## [Activity]
The result should be every line in the material below containing the string "wherever".

....................

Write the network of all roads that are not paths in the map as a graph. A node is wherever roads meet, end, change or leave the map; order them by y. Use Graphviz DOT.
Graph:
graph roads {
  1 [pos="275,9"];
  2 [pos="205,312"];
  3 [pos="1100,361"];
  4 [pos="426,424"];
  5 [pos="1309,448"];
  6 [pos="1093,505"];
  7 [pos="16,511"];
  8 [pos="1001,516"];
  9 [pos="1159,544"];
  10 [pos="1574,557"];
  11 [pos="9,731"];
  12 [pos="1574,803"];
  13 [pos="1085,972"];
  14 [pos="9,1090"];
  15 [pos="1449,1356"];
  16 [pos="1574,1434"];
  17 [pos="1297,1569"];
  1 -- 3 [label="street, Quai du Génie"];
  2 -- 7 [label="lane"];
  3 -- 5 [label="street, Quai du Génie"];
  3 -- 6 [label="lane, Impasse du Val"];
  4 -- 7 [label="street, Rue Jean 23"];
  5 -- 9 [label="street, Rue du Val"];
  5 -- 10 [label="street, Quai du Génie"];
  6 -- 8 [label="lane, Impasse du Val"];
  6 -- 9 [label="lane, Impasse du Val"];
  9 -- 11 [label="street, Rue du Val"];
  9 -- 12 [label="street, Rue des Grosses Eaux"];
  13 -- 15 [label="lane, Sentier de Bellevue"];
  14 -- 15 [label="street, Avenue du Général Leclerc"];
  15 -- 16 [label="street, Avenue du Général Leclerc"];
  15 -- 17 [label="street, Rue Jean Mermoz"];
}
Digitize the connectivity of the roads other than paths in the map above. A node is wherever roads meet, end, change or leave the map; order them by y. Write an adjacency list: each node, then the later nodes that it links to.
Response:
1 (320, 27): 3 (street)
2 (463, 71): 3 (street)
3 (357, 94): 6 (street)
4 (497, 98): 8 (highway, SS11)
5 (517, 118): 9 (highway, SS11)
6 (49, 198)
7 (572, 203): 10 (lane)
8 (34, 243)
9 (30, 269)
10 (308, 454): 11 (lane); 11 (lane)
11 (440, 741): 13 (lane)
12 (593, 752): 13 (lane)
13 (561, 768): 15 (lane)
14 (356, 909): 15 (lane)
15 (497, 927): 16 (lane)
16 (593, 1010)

....................

## [Written solution]
Write the network of all roads that are not paths in the map as a graph. A node is wherever roads meet, end, change or leave the map; order them by y. Use Graphviz DOT.
Digitize the connectivity of the roads other than paths in the map above. A node is wherever roads meet, end, change or leave the map; order them by y. Write an adjacency list: each node, then the later nodes that it links to.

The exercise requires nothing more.